2019.12.13

鎌田大地ゴール&EL決勝トーナメント進出も、長谷部誠「怒りがある」

  • 了戒美子●文 text by Ryokai Yoshiko
  • photo by Getty Images

 ヨーロッパリーグ(EL)グループリーグ第6戦、ホームのフランクフルトはヴィトリア・ギマランイスに2-3で敗れたものの、決勝トーナメント進出を果たした。長谷部誠、鎌田大地はともにフル出場した。

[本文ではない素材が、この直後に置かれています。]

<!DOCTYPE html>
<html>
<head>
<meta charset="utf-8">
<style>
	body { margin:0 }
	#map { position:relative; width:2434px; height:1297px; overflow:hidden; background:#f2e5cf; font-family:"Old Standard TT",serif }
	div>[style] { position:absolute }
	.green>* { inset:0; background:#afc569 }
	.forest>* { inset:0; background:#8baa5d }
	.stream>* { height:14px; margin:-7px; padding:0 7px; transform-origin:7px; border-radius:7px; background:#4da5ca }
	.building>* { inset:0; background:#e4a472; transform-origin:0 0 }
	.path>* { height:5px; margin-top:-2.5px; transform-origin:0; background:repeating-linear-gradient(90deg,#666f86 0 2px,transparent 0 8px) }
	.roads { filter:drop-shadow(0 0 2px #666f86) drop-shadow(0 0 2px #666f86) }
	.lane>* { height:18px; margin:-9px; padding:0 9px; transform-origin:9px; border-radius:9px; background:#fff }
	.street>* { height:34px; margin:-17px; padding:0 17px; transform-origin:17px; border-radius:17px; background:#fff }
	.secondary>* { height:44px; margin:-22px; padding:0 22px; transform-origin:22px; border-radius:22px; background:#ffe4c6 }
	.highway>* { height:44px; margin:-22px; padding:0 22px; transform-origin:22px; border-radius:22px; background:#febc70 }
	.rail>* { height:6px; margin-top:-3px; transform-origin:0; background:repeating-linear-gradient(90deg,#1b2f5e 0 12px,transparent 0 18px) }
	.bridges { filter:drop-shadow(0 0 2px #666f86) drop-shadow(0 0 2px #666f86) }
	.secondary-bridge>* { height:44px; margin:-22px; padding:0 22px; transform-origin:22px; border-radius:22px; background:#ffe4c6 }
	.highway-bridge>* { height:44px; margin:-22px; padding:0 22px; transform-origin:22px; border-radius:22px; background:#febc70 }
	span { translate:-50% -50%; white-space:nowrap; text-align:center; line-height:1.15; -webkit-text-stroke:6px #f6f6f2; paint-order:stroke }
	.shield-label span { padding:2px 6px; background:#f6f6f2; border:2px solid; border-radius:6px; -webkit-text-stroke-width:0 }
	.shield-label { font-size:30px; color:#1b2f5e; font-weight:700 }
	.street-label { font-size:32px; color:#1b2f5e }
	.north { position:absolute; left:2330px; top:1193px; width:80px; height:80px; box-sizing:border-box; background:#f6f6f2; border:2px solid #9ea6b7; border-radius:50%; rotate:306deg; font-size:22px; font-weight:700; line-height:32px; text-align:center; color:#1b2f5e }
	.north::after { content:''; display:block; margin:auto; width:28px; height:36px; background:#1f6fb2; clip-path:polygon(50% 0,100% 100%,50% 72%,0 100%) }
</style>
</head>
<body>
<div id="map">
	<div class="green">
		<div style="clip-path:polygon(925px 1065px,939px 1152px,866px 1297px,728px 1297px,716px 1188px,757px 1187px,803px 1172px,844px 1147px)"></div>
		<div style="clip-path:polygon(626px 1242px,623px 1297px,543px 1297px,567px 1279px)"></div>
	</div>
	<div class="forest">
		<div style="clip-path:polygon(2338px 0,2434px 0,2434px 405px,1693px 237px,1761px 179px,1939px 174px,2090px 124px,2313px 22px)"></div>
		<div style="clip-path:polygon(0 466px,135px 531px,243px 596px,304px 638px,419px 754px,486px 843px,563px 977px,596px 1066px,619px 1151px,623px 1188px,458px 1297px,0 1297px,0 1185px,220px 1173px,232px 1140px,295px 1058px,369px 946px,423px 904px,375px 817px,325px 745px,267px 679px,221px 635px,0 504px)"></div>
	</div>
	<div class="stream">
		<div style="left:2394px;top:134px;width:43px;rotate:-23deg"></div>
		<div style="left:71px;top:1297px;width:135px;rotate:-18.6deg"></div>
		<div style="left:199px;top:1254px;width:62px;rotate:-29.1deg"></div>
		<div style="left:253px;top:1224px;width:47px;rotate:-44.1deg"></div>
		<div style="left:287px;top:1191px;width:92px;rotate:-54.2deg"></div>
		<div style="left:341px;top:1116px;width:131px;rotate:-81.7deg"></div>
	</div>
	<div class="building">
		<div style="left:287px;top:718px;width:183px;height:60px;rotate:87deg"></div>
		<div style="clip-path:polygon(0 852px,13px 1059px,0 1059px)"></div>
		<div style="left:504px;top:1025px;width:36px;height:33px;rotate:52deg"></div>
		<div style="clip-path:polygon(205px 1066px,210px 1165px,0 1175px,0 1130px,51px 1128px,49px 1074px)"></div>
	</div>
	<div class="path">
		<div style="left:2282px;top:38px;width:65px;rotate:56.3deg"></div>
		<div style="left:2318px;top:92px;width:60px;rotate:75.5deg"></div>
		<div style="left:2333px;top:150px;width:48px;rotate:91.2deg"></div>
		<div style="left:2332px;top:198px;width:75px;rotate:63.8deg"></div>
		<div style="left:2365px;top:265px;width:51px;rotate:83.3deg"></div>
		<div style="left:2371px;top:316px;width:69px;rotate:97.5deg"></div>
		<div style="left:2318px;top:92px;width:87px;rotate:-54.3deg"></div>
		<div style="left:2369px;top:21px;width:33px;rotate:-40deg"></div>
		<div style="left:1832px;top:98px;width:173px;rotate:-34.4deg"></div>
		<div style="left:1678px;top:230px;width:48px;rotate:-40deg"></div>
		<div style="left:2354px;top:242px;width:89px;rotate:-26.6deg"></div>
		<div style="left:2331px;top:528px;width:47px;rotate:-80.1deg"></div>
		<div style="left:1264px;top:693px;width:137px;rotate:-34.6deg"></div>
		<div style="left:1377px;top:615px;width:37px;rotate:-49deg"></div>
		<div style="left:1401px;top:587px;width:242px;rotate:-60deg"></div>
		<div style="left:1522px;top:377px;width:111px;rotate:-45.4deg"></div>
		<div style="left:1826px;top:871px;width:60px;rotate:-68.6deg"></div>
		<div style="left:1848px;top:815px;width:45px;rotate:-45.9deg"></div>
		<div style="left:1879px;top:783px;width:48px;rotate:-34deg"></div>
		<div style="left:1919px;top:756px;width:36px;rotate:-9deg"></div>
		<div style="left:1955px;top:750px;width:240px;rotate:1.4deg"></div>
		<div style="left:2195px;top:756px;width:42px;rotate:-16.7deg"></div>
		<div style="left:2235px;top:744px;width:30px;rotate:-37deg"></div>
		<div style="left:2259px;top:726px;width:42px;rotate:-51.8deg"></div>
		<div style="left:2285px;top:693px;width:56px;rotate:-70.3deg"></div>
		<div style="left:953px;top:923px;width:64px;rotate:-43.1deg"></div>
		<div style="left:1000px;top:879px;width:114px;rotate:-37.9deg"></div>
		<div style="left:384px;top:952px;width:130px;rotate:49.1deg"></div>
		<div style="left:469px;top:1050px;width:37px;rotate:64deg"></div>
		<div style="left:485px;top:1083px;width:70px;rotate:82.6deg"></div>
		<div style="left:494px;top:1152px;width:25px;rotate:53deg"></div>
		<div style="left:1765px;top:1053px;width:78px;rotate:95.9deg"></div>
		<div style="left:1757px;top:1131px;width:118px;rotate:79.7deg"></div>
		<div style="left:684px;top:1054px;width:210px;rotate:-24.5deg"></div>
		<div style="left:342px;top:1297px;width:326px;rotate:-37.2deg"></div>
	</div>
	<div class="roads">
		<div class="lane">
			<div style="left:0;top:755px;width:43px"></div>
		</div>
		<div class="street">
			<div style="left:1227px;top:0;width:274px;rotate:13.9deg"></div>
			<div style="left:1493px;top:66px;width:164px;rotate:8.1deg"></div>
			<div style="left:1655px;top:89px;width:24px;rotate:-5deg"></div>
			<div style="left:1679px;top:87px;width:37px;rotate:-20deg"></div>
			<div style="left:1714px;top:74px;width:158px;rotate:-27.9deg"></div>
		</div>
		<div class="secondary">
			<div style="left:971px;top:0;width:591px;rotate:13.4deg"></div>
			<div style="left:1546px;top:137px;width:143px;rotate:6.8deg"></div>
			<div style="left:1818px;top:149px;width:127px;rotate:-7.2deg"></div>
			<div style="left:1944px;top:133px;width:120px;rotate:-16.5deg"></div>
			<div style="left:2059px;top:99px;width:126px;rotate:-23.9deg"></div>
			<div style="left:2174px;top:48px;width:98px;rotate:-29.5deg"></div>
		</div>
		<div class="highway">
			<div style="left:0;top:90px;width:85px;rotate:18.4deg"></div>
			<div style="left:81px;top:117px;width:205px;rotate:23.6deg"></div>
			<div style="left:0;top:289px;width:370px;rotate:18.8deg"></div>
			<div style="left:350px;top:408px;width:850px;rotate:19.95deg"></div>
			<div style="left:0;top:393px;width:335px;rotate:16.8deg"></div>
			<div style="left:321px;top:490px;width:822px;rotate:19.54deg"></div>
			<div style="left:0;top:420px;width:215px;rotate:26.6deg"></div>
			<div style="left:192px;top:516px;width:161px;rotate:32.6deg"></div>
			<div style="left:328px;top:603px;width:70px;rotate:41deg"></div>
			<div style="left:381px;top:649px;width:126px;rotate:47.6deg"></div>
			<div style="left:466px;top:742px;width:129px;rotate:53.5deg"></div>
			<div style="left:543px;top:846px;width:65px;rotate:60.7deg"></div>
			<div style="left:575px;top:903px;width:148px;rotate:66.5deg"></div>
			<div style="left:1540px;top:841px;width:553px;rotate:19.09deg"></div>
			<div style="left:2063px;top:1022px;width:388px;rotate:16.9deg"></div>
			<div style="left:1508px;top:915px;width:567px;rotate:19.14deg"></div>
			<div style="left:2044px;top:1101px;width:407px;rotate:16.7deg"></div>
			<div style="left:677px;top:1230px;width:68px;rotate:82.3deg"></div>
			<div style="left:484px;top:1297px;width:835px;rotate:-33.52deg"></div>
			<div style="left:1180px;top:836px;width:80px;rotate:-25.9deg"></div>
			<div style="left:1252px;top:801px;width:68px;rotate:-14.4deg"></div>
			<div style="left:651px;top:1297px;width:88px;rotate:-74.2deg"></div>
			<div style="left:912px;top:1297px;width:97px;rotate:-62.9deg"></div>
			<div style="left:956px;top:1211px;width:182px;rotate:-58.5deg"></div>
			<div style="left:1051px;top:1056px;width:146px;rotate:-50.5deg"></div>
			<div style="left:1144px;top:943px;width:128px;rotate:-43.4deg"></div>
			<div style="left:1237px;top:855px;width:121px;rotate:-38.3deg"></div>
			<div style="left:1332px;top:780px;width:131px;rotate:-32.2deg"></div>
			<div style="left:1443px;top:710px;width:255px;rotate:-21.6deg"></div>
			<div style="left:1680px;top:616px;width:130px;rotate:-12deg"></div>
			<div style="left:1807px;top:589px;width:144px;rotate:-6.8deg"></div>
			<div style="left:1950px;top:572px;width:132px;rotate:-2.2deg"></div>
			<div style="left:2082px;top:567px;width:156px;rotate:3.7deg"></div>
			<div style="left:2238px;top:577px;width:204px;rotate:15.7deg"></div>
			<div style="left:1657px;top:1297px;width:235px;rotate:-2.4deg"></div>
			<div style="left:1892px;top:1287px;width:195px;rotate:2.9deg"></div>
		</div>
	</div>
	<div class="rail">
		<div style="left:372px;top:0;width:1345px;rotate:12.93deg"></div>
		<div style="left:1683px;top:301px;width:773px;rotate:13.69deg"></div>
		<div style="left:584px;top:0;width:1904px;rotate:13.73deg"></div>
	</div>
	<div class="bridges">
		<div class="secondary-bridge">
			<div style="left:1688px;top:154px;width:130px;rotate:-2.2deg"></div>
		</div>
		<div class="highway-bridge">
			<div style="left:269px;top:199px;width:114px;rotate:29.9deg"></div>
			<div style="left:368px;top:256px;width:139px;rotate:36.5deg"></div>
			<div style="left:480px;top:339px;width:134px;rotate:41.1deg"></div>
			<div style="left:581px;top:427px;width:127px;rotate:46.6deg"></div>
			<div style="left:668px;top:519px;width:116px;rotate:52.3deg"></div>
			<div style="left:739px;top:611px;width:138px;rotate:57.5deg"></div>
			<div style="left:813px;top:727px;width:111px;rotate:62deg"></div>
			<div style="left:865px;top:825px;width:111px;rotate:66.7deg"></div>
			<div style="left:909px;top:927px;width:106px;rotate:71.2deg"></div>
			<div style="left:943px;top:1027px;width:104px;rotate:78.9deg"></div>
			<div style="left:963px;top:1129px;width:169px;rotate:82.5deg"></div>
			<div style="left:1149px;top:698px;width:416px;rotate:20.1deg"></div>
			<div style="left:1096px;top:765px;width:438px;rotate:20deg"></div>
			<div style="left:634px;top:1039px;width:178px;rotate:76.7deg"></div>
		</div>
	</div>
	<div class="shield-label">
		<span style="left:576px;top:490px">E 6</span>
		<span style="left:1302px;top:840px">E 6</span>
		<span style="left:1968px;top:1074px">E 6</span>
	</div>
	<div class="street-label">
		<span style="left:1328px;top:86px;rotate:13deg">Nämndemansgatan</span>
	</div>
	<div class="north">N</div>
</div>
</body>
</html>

 試合は終盤まで2-1でフランクフルトがリードしており、1位通過の可能性もあった。だが、85分、87分と連続で失点。アーセナルがリエージュと2-2で引き分けたため、どうにか2位で通過できた。フランクフルトは英語版ツイッターで「ありがとうアーセナル。君のおかげで落ちなかったよ」と、感謝。もしリエージュがアーセナルに勝利していたら、フランクフルトは決勝トーナメントに上がることはできなかった。

 長谷部は試合後、やりきれないといった表情だった。

「ほっとしたというよりも、悔しさとかよりも、結構、今日の試合は怒りがあるというのはありますね」

ヴィトリア・ギマランエス戦にフル出場した長谷部誠(フランクフルト) 決勝トーナメント進出の喜びはまったくなかった。

「もちろん、次に進めたというのはあるのですけど、自分たちが勝てば1位通過できたわけだし、試合運び、とくに今日の後半の戦い方ではなかなか勝てないなというゲームだった。前半は先制されて、相手のキーパーのミスとかもあったんですけど、よくひっくり返したと言えばひっくり返した。ただ、この戦い方では決勝トーナメントに行っても、勝つのはなかなか難しいと思いますけどね」

 鼻声の長谷部は、激しく咳き込みながら話した。先週末のヘルタ・ベルリン戦はフル出場しているが、実は約3週間前から風邪をひいており、「咳が長引くんですね、今年の風邪は」と言う。試合中は相当苦しかったのではないか。

 先制したのはヴィトリアだった。8分、自陣でボールを奪うと、カウンターから一気にゴールへ。フランクフルトの選手はボール奪取の際のファウルを主張したが認められなかった。

 フランクフルトは31分、ダニー・ダ・コスタの得点で追いつく。鎌田大地の蹴った右CKを相手がクリアしたボールを、後方にいたダ・コスタがヘディングで前方に送ると、これがそのままゴールに吸い込まれた。続く逆転弾は鎌田だった。38分、フィリップ・コスティッチの左クロスに走り込んだ鎌田が合わせた。